- _About this exercise_: Below is a block of records. Copy every line in it that contains the word "Africa".

- _Data records_:
::::

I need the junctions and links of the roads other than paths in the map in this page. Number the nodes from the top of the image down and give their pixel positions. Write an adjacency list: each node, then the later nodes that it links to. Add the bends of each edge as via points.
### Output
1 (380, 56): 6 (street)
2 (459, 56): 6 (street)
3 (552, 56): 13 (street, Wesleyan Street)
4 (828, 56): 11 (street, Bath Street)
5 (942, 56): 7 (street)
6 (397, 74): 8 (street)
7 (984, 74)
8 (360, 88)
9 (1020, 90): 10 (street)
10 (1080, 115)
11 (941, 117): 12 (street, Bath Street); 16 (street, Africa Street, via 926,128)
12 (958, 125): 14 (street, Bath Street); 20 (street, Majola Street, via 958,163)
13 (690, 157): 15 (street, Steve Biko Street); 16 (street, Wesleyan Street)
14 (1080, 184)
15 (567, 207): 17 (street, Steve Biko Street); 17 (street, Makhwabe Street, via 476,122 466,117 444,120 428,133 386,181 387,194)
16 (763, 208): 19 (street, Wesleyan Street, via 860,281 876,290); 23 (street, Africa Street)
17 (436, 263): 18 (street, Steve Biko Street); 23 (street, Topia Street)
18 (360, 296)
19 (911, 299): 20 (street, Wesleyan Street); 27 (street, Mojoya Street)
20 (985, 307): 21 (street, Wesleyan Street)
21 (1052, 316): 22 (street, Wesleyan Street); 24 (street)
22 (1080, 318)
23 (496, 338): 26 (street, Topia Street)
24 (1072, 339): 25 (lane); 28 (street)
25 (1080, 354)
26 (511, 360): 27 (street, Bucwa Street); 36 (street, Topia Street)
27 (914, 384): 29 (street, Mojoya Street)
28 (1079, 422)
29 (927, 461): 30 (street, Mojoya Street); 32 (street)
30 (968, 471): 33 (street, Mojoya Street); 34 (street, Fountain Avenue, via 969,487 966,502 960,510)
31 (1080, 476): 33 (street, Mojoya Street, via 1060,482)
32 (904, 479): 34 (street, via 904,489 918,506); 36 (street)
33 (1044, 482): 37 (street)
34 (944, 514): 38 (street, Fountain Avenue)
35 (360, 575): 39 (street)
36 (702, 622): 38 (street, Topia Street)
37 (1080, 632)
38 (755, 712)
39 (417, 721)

::::

- _Task result_:
11 (941, 117): 12 (street, Bath Street); 16 (street, Africa Street, via 926,128)
16 (763, 208): 19 (street, Wesleyan Street, via 860,281 876,290); 23 (street, Africa Street)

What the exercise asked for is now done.